Archive for Cancer research

How do genes get their names?

Chinese scientists recently found a gene that encourages the growth of a form of lung cancer by switching on a circuit that includes a gene called sonic hedgehog. How do genes get their names?

When a scientist discovers a new human gene, he or she submits a proposed name to the Human Gene Nomenclature Committee (HGNC), an international panel of researchers with exclusive authority over this area. Guidelines were established in 1979 by the HGNC and have been updated periodically. (The HGNC itself operates under the auspices of the Human Genome Organization, an international association of scientists involved in human genetics.)

Although the rules are fairly lengthy, they basically require that names be concise and convey the character or function of the gene without trying to describe everything known about it. Despite the call for brevity, some names are rather unwieldy – ATP-binding cassette, sub-family A (ABC1), member 1 is an example. As a result, many genes are better known by their acronym or symbol: the symbol for the above-mentioned gene is ABCA1. Symbols are not permitted to be offensive, confusing, or spell actual words.
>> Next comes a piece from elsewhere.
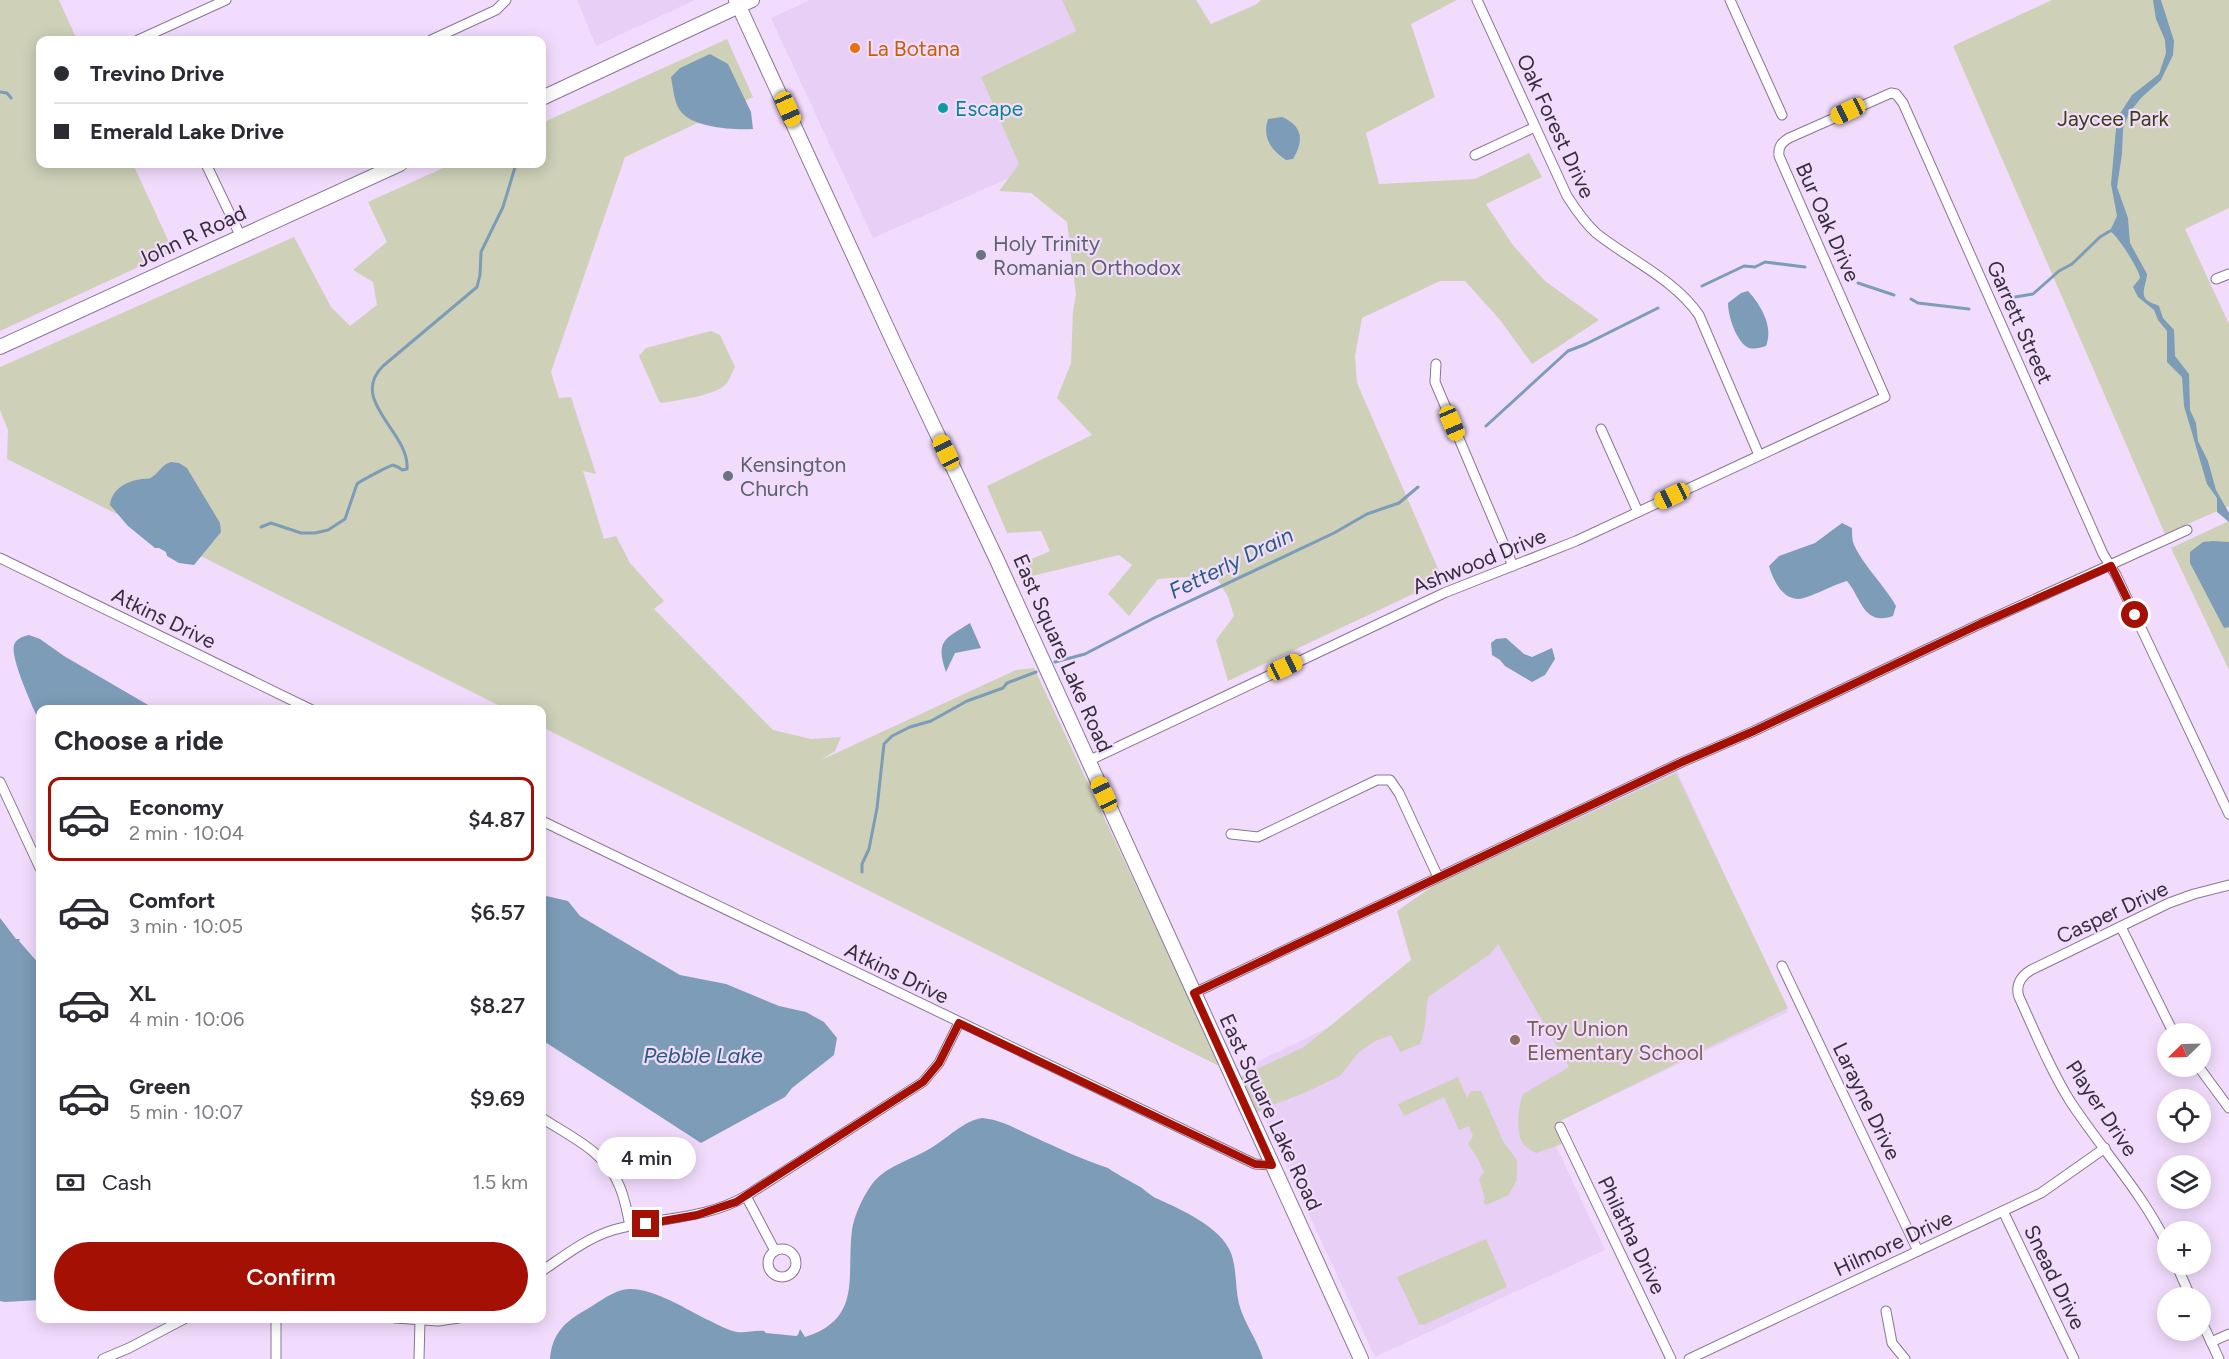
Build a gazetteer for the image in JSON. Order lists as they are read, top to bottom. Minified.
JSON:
{"streets":{"main road":["John R Road","East Square Lake Road"],"street":["Oak Forest Drive","Bur Oak Drive","Garrett Street","Ashwood Drive","Atkins Drive","Casper Drive","Larayne Drive","Player Drive","Philatha Drive","Hilmore Drive","Snead Drive"]},"crossings":[["Oak Forest Drive","Ashwood Drive"],["Bur Oak Drive","Garrett Street"],["Bur Oak Drive","Ashwood Drive"],["Ashwood Drive","East Square Lake Road"],["Atkins Drive","East Square Lake Road"],["Casper Drive","Player Drive"],["Larayne Drive","Hilmore Drive"],["Player Drive","Hilmore Drive"],["Hilmore Drive","Snead Drive"]],"water":["Fetterly Drain","Pebble Lake"],"parks":["Jaycee Park"],"places":["La Botana","Escape","Holy Trinity Romanian Orthodox","Kensington Church","Troy Union Elementary School"],"north":"bottom left","page":{"banner":["Trevino Drive","Emerald Lake Drive"],"heading":"Choose a ride","list":[{"name":"Economy","note":"2 min · 10:04","value":"$4.87"},{"name":"Comfort","note":"3 min · 10:05","value":"$6.57"},{"name":"XL","note":"4 min · 10:06","value":"$8.27"},{"name":"Green","note":"5 min · 10:07","value":"$9.69"}],"map_buttons":["+","−"],"bubble":"4 min","pay":["Cash","1.5 km"],"buttons":"Confirm"}}
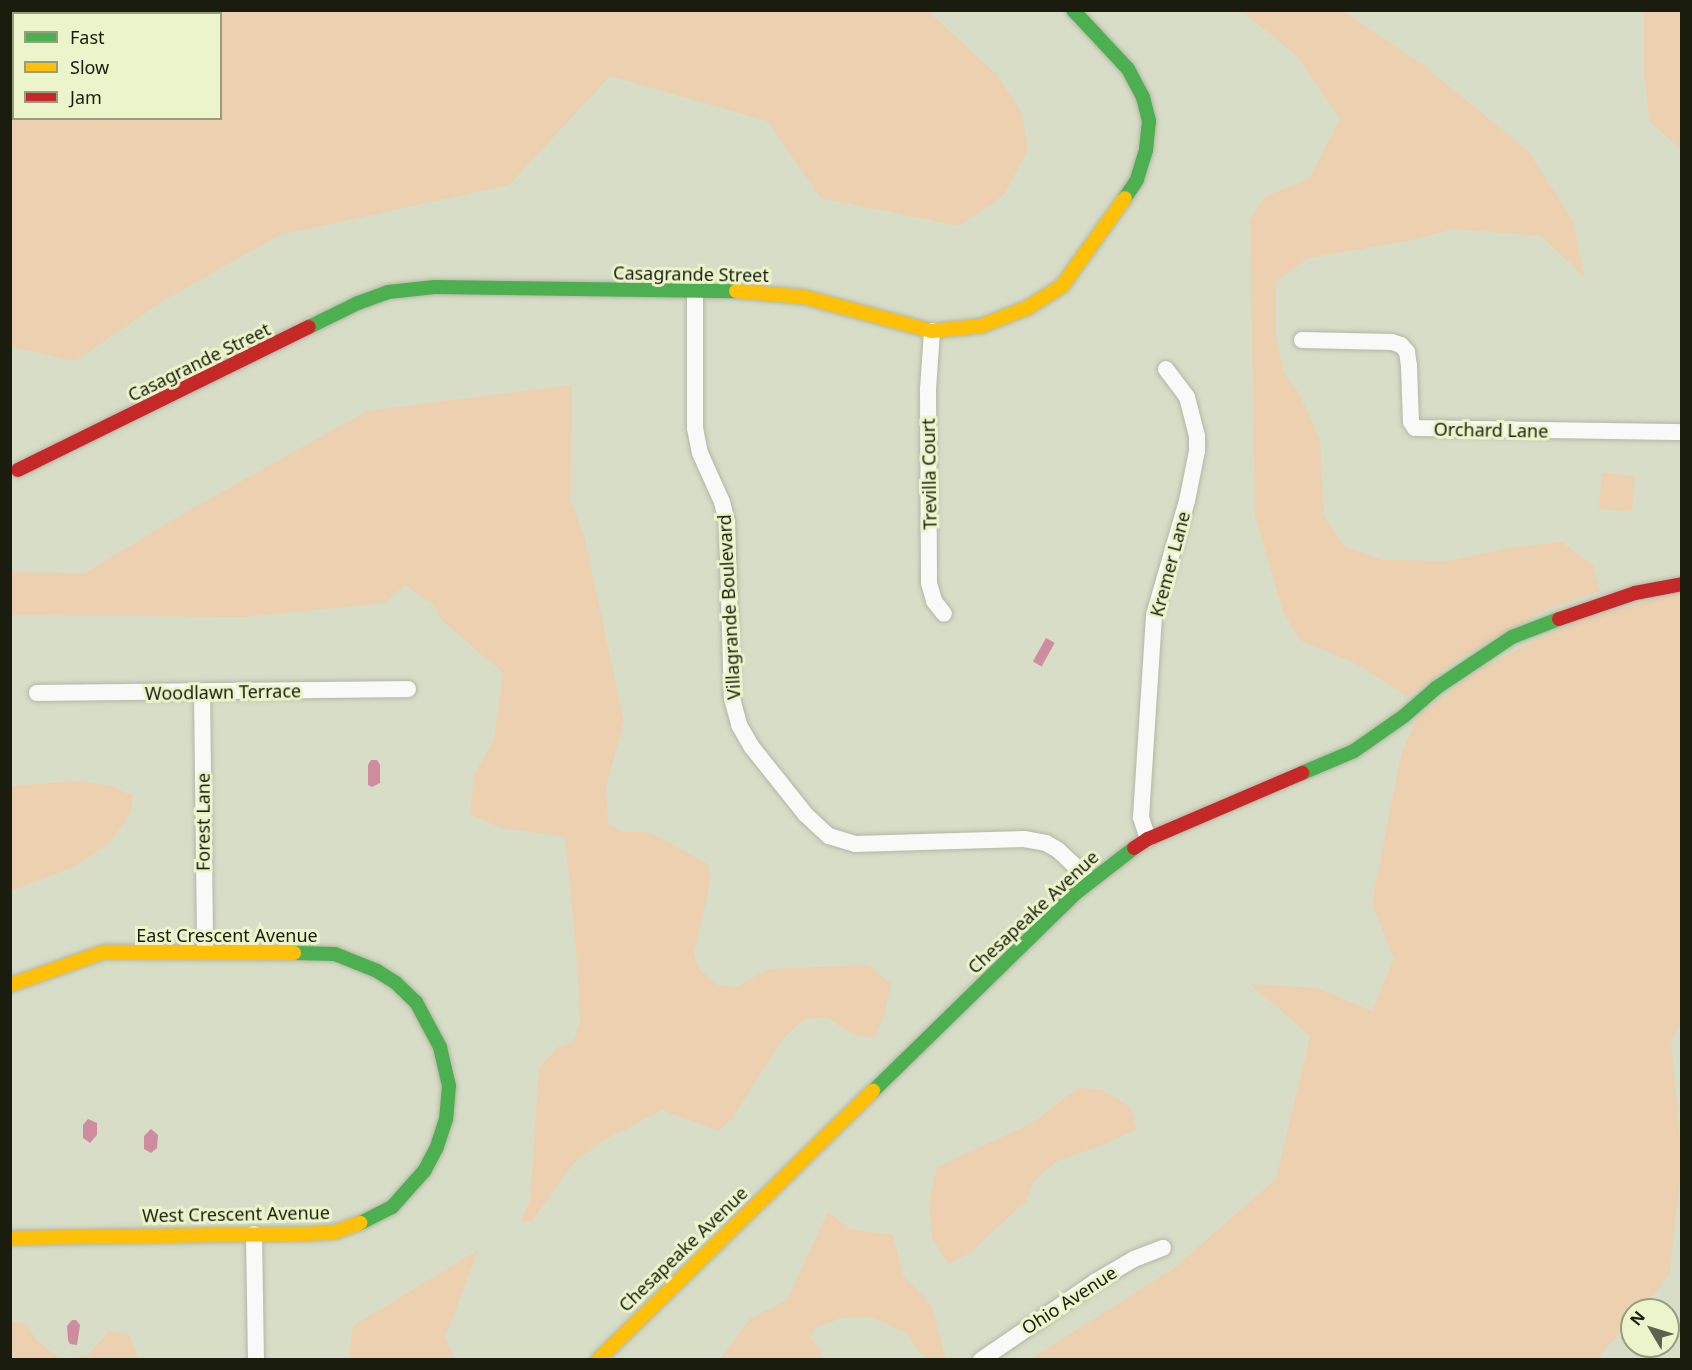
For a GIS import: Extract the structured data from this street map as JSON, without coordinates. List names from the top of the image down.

Even with these rules, gene nomenclature can be confusing. Sometimes, the names bestowed by the HGNC have little meaning for researchers in the field, who continue to use genes’ more familiar names. The gene officially dubbed Smarcb1, for example, also goes by the symbols Snf5, INI1, and Baf47. Even TP53, one of the most “famous” genes for its role as a tumor-suppressor, is best known by its nickname, P53.

However, the rules governing the names of genes for other (non-human) organisms are somewhat looser, allowing scientists to indulge their sense of whimsy. Fruit flies, for example, have the genes tinman and tribbles, while zebrafish boast the genes backstroke, einstein, and tiggywinkle hedgehog.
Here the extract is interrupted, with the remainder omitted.